> _Exercise_
Tally the lines of the records below that include the word "Cima", and write down only that tally.

Task data START

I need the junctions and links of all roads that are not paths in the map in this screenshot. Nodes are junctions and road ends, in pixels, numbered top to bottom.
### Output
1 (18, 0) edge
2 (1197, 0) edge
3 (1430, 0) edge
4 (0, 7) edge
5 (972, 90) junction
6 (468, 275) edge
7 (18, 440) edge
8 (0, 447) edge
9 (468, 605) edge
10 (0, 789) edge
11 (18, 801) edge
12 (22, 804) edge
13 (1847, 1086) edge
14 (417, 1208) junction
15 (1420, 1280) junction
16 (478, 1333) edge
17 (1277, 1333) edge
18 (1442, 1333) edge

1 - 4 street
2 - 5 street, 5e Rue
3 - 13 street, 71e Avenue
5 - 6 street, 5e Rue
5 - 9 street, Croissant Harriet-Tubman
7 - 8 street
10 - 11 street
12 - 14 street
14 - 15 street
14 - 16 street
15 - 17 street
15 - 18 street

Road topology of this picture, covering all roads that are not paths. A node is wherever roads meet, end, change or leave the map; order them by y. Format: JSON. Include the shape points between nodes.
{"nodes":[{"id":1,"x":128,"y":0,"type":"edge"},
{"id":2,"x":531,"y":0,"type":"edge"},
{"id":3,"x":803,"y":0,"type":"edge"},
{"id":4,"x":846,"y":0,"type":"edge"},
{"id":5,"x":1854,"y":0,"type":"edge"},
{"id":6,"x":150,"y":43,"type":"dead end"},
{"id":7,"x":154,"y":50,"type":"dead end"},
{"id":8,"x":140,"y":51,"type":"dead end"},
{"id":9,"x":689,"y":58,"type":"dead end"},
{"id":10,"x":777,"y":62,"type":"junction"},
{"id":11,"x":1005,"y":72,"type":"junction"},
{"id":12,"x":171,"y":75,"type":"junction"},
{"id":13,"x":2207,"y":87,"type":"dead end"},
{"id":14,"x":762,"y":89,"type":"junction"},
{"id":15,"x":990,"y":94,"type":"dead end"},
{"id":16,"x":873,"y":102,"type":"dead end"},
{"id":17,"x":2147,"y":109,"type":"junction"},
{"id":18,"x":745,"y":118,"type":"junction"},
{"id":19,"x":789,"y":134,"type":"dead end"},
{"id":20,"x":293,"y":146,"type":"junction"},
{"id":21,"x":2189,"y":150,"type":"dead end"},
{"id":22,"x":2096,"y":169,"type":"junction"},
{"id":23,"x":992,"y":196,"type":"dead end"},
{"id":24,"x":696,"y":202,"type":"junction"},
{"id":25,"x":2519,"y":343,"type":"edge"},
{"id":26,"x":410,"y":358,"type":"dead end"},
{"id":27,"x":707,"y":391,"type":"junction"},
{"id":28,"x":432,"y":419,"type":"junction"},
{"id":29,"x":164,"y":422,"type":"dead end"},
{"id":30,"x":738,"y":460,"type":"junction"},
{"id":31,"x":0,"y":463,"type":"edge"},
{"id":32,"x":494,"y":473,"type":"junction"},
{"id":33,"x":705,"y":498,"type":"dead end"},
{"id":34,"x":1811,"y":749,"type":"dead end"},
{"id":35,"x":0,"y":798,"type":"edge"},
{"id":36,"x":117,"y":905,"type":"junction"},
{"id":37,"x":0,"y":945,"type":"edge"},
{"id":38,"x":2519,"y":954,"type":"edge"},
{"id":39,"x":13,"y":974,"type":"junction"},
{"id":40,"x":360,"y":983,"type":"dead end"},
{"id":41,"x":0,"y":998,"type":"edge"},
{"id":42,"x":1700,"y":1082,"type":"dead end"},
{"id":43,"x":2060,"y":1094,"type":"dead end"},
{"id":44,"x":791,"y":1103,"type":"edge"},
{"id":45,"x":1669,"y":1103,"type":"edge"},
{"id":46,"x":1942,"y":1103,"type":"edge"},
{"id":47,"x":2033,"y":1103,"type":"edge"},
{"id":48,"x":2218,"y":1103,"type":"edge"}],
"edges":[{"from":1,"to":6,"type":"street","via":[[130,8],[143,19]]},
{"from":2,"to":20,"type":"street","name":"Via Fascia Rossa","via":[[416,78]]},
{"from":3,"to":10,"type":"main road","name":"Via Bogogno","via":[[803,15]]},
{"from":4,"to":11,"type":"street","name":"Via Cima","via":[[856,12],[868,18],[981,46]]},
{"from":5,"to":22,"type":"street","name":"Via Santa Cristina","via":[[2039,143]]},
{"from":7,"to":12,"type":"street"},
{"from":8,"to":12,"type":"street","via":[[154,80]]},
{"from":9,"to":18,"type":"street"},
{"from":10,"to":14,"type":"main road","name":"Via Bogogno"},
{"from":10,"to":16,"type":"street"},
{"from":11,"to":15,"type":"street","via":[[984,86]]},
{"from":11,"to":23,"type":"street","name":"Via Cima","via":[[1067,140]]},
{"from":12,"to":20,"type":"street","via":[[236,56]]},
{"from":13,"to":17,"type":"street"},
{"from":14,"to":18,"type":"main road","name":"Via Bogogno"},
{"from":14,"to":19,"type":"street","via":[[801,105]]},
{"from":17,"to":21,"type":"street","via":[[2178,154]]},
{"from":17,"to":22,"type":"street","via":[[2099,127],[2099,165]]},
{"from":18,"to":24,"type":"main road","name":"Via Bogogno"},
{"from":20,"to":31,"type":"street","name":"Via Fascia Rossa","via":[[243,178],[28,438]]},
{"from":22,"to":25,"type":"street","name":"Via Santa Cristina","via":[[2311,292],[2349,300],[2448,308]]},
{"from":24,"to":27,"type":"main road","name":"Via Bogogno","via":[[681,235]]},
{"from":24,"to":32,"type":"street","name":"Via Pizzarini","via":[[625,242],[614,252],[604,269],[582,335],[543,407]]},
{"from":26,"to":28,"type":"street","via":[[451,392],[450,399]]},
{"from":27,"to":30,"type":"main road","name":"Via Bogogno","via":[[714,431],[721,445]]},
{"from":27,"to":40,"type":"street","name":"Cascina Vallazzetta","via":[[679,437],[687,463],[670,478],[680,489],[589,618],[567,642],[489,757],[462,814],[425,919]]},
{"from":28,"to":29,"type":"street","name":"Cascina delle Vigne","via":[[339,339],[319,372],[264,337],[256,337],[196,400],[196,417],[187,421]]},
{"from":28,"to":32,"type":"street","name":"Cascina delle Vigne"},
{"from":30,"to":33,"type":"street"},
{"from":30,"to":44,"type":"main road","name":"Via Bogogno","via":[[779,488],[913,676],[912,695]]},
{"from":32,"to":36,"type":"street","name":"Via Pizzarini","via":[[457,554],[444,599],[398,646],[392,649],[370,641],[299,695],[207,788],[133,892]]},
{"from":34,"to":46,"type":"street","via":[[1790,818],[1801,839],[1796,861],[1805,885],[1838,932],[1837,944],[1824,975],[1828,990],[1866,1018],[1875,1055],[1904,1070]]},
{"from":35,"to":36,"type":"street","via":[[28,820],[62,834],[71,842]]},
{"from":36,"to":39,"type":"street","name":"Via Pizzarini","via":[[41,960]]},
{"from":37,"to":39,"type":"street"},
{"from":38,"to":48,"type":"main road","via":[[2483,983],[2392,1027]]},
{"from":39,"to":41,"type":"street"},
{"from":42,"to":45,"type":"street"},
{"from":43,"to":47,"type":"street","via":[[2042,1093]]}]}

Task data END

> _Response to the task_
2